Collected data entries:

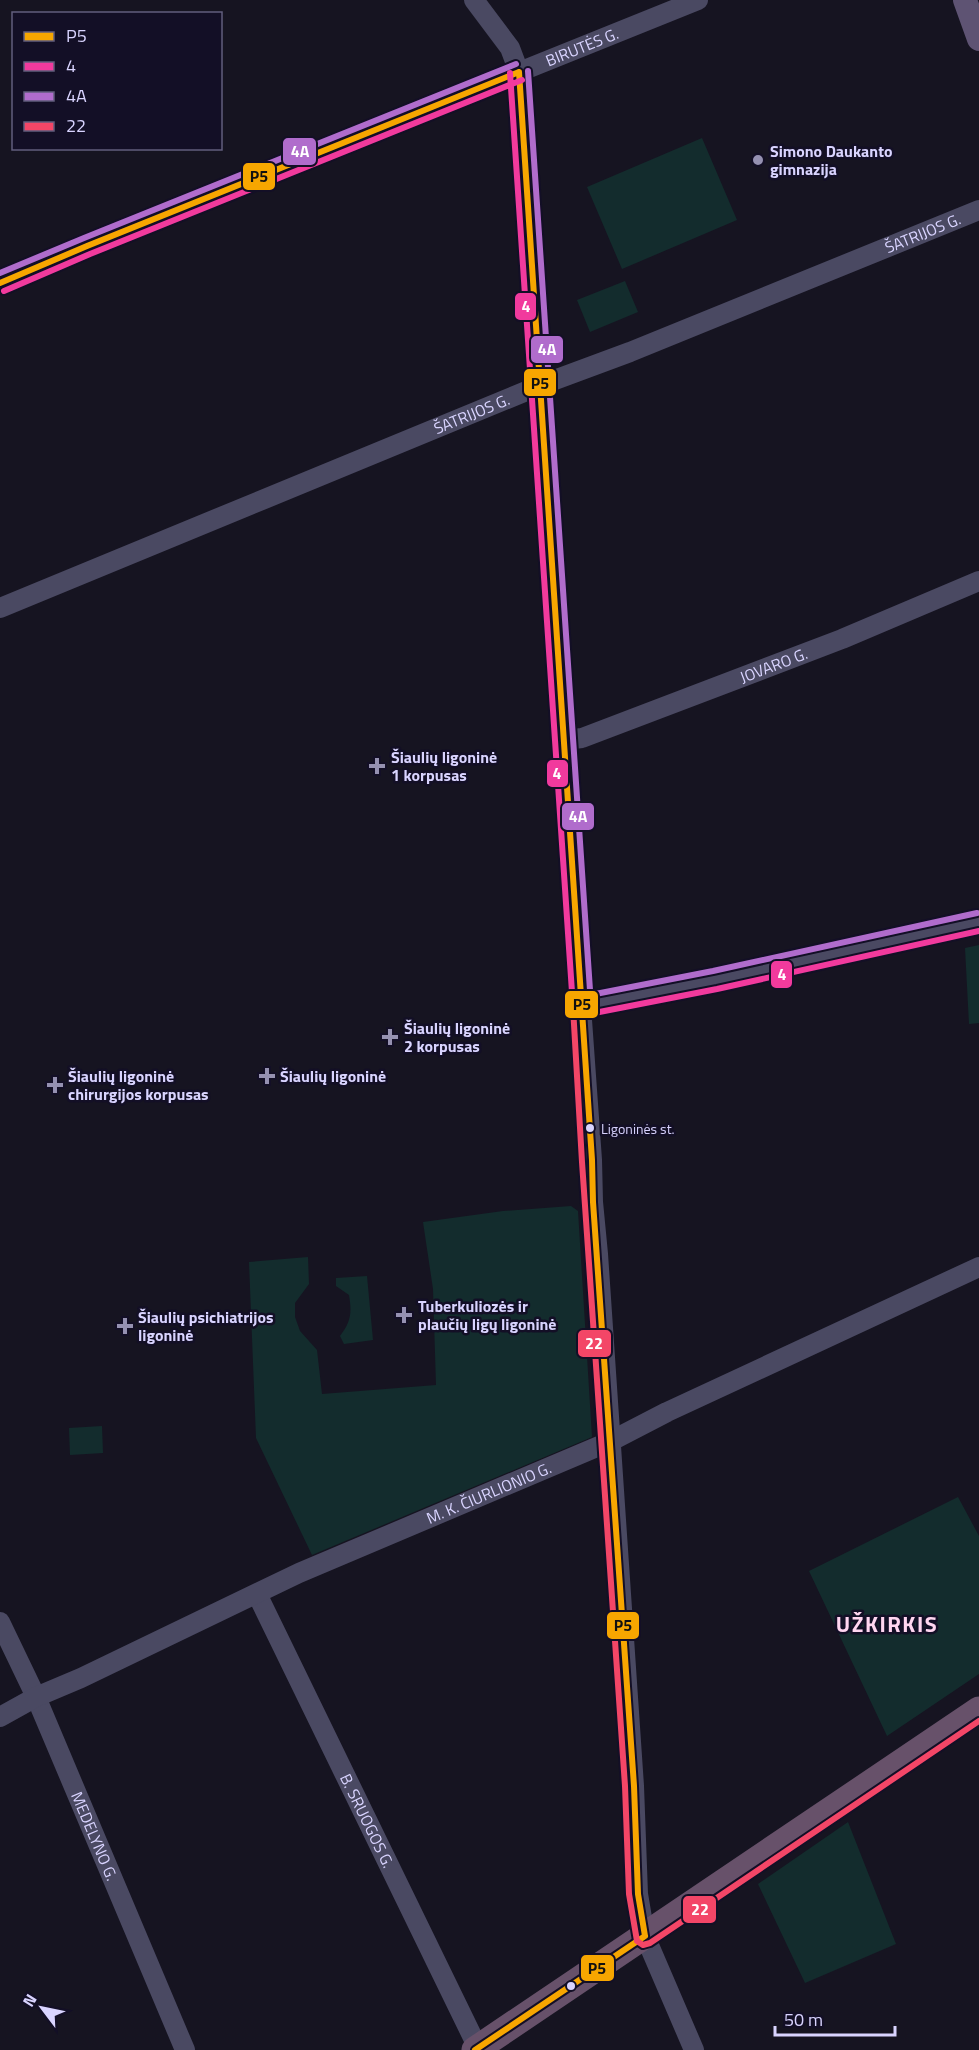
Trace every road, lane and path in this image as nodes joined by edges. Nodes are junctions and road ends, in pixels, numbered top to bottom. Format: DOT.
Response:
graph roads {
  1 [pos="474,0"];
  2 [pos="698,0"];
  3 [pos="965,0"];
  4 [pos="661,7"];
  5 [pos="979,39"];
  6 [pos="519,72"];
  7 [pos="979,210"];
  8 [pos="0,283"];
  9 [pos="541,385"];
  10 [pos="979,581"];
  11 [pos="0,608"];
  12 [pos="565,740"];
  13 [pos="979,922"];
  14 [pos="582,1006"];
  15 [pos="979,1267"];
  16 [pos="611,1441"];
  17 [pos="256,1594"];
  18 [pos="0,1622"];
  19 [pos="36,1697"];
  20 [pos="979,1710"];
  21 [pos="0,1717"];
  22 [pos="645,1936"];
  23 [pos="476,2049"];
  24 [pos="185,2050"];
  25 [pos="694,2050"];
  1 -- 6 [label="street"];
  2 -- 4 [label="street, BIRUTĖS G."];
  3 -- 5 [label="main road"];
  4 -- 6 [label="street, BIRUTĖS G."];
  6 -- 8 [label="street, BIRUTĖS G."];
  6 -- 9 [label="street"];
  7 -- 9 [label="street, ŠATRIJOS G."];
  9 -- 11 [label="street, ŠATRIJOS G."];
  9 -- 12 [label="street"];
  10 -- 12 [label="street, JOVARO G."];
  12 -- 14 [label="street"];
  13 -- 14 [label="street"];
  14 -- 16 [label="street"];
  15 -- 16 [label="street, M. K. ČIURLIONIO G."];
  16 -- 17 [label="street, M. K. ČIURLIONIO G."];
  16 -- 22 [label="street"];
  17 -- 19 [label="street, M. K. ČIURLIONIO G."];
  17 -- 23 [label="street, B. SRUOGOS G."];
  18 -- 19 [label="street, MEDELYNO G."];
  19 -- 21 [label="street, M. K. ČIURLIONIO G."];
  19 -- 24 [label="street, MEDELYNO G."];
  20 -- 22 [label="highway"];
  22 -- 23 [label="highway"];
  22 -- 25 [label="street"];
}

* _TASK_:
Please report how many lines in the records above contain the word "BIRUTĖS", and give nothing but the number.

* _EXERCISE RESULT_:
3